In the material below, find each line holding the string "wrist" and copy it.
[Start of section]
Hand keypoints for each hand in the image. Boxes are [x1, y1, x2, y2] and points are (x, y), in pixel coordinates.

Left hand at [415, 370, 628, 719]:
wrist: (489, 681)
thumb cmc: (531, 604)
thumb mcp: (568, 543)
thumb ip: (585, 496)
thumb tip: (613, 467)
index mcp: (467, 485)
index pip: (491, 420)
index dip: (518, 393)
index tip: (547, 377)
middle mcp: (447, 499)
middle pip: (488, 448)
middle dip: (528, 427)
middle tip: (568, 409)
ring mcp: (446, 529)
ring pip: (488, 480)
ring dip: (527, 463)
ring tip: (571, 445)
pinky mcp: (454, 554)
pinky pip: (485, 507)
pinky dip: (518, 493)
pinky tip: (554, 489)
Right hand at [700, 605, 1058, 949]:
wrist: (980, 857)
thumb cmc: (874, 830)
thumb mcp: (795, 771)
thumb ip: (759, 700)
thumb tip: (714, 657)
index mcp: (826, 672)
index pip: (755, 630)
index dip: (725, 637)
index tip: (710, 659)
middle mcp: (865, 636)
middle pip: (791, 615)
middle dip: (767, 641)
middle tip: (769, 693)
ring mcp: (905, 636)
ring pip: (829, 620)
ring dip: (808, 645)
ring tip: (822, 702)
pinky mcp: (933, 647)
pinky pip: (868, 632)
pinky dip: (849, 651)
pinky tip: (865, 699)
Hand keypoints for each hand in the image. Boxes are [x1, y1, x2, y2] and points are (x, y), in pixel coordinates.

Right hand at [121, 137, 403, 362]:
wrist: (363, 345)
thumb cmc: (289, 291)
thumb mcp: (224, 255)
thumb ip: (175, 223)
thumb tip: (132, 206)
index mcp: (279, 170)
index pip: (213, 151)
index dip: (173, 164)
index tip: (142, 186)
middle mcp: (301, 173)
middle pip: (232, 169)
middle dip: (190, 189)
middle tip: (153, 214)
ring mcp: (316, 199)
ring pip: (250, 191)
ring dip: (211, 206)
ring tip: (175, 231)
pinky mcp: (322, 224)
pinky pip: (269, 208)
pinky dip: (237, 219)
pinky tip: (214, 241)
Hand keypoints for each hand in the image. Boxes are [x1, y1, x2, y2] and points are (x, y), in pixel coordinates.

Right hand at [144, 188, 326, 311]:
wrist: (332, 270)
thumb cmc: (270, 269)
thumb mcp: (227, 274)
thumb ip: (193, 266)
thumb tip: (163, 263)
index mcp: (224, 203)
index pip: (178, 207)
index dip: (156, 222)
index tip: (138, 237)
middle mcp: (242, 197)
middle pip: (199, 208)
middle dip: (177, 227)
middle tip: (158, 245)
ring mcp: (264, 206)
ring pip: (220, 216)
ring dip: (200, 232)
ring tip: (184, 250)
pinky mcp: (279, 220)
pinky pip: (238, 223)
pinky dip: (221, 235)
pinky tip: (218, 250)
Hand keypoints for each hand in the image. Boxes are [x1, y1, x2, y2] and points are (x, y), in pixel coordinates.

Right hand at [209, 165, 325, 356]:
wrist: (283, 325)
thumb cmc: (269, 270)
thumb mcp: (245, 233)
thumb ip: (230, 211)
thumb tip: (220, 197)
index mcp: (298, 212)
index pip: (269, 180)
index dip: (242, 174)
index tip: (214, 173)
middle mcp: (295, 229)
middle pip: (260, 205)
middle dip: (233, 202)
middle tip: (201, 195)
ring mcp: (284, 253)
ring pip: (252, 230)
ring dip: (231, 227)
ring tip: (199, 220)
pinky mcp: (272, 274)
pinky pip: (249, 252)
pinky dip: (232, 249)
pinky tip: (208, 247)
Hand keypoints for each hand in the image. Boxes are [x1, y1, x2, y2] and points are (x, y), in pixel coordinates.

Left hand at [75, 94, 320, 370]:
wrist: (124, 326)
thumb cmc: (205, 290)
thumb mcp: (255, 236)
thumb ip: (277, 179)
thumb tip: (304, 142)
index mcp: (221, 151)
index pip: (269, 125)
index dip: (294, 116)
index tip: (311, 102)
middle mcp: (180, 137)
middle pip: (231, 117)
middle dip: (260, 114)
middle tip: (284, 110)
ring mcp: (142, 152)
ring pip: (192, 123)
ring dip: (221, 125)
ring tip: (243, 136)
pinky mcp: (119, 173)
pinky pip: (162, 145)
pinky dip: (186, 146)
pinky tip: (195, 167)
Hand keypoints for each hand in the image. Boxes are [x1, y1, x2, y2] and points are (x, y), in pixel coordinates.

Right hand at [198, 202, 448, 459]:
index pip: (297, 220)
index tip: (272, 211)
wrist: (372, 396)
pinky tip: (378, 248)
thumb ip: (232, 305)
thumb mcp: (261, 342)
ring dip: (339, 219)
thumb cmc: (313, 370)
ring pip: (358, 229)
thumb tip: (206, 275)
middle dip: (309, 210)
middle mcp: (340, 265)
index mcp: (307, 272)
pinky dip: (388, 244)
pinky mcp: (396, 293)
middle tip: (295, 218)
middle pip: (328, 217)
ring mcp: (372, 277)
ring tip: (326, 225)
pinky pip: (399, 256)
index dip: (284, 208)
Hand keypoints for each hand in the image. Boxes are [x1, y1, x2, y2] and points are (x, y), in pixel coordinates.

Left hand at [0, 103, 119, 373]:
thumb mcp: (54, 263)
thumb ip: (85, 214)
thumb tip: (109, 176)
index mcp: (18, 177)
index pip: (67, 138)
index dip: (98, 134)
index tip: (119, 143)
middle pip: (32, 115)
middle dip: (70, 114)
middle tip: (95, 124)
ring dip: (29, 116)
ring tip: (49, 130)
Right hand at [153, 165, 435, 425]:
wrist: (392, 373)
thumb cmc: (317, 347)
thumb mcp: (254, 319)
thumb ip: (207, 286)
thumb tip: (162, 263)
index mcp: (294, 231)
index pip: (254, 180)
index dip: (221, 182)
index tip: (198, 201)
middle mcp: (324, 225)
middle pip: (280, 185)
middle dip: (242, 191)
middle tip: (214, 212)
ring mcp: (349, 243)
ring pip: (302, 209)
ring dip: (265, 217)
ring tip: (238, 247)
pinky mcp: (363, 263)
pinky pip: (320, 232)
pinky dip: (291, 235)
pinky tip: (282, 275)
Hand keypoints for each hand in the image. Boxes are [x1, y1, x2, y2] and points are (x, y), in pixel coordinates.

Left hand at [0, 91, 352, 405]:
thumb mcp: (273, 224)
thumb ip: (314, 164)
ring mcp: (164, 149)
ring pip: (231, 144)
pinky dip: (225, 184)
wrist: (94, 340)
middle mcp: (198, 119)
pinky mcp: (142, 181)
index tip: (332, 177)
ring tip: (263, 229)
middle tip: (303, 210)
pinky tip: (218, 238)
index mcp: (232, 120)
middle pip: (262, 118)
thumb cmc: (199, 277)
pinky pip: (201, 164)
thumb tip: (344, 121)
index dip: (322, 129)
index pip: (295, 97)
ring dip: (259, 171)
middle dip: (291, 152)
[End of section]
REPLY:
wrist: (489, 681)
wrist: (980, 857)
wrist: (363, 345)
wrist: (332, 270)
wrist: (283, 325)
wrist: (124, 326)
wrist: (372, 396)
wrist: (392, 373)
wrist: (94, 340)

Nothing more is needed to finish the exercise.